--- PROBLEM TO WORK ON ---
Repeat every record exactly.

__________

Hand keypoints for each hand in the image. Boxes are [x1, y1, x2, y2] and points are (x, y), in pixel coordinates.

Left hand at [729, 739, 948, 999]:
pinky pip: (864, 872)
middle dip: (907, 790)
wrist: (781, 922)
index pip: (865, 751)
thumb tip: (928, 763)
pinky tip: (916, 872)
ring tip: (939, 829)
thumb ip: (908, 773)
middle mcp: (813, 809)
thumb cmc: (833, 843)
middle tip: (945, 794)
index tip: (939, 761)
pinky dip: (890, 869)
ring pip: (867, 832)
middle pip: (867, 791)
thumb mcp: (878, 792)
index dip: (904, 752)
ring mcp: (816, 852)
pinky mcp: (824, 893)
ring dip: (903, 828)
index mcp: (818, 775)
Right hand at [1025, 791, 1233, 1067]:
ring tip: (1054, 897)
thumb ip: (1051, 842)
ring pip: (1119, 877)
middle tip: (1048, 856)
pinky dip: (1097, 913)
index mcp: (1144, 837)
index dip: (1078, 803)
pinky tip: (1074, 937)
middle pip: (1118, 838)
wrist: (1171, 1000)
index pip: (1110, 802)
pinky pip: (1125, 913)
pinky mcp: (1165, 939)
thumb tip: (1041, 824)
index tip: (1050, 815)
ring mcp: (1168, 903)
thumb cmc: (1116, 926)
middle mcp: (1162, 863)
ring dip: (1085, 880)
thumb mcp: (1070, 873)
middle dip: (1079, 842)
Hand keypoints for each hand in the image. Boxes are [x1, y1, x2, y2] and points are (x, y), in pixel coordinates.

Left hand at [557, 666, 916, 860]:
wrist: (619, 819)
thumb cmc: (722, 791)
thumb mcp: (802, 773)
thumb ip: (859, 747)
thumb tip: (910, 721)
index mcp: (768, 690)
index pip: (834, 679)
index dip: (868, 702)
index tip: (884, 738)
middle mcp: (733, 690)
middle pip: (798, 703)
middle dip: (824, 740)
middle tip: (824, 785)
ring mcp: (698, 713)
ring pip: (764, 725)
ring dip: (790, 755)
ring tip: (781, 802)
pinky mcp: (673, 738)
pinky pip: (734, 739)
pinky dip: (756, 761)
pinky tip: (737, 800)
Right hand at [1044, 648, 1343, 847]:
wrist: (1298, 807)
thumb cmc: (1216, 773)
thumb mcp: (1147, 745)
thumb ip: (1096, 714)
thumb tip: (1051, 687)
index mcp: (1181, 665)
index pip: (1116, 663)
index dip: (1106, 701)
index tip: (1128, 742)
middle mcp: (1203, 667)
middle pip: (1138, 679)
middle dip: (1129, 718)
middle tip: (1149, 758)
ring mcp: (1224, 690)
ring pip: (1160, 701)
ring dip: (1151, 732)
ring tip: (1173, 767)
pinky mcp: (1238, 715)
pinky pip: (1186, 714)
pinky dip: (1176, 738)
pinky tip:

__________

--- RESPONSE BOX ---
Hand keypoints for each hand in the image. Boxes are [x1, y1, x2, y2] and points are (x, y), in pixel coordinates.

Left hand at [729, 739, 948, 999]:
pinky pip: (864, 872)
middle dip: (907, 790)
wrist: (781, 922)
index pip: (865, 751)
thumb tip: (928, 763)
pinky tip: (916, 872)
ring tip: (939, 829)
thumb ip: (908, 773)
middle mcp: (813, 809)
thumb cmc: (833, 843)
middle tip: (945, 794)
index tip: (939, 761)
pinky dip: (890, 869)
ring pip: (867, 832)
middle pip: (867, 791)
thumb mcp: (878, 792)
index dip: (904, 752)
ring mcp: (816, 852)
pinky mcp: (824, 893)
ring dip: (903, 828)
index mcp: (818, 775)
Right hand at [1025, 791, 1233, 1067]:
ring tip: (1054, 897)
thumb ip: (1051, 842)
ring pip: (1119, 877)
middle tip: (1048, 856)
pinky dip: (1097, 913)
index mcp: (1144, 837)
index dip: (1078, 803)
pinky tip: (1074, 937)
middle pip: (1118, 838)
wrist: (1171, 1000)
index pip: (1110, 802)
pinky pip: (1125, 913)
pinky mcp: (1165, 939)
thumb tip: (1041, 824)
index tip: (1050, 815)
ring mcp: (1168, 903)
thumb cmc: (1116, 926)
middle mcp: (1162, 863)
ring dip: (1085, 880)
thumb mcp: (1070, 873)
middle dip: (1079, 842)
Hand keypoints for each hand in the image. Boxes are [x1, y1, x2, y2] and points are (x, y), in pixel coordinates.

Left hand at [557, 666, 916, 860]:
wrist: (619, 819)
thumb cmc: (722, 791)
thumb mcp: (802, 773)
thumb ip: (859, 747)
thumb tip: (910, 721)
index mcp: (768, 690)
index pip: (834, 679)
index dip: (868, 702)
index tip: (884, 738)
middle mcp: (733, 690)
middle pip: (798, 703)
middle dip: (824, 740)
middle tip: (824, 785)
ring mcp: (698, 713)
ring pip: (764, 725)
ring dip: (790, 755)
ring tip: (781, 802)
pinky mcp: (673, 738)
pinky pip: (734, 739)
pinky dip: (756, 761)
pinky tip: (737, 800)
Right hand at [1044, 648, 1343, 847]:
wrist: (1298, 807)
thumb cmc: (1216, 773)
thumb mcp: (1147, 745)
thumb ip: (1096, 714)
thumb tip: (1051, 687)
index mcp: (1181, 665)
index pip: (1116, 663)
index dip: (1106, 701)
index tip: (1128, 742)
middle mcp: (1203, 667)
middle pip: (1138, 679)
middle dip: (1129, 718)
middle tip: (1149, 758)
ring mcp: (1224, 690)
ring pip: (1160, 701)
ring dip: (1151, 732)
ring tip: (1173, 767)
pinky mcp: (1238, 715)
pinky pip: (1186, 714)
pinky dip: (1176, 738)
pinky tip:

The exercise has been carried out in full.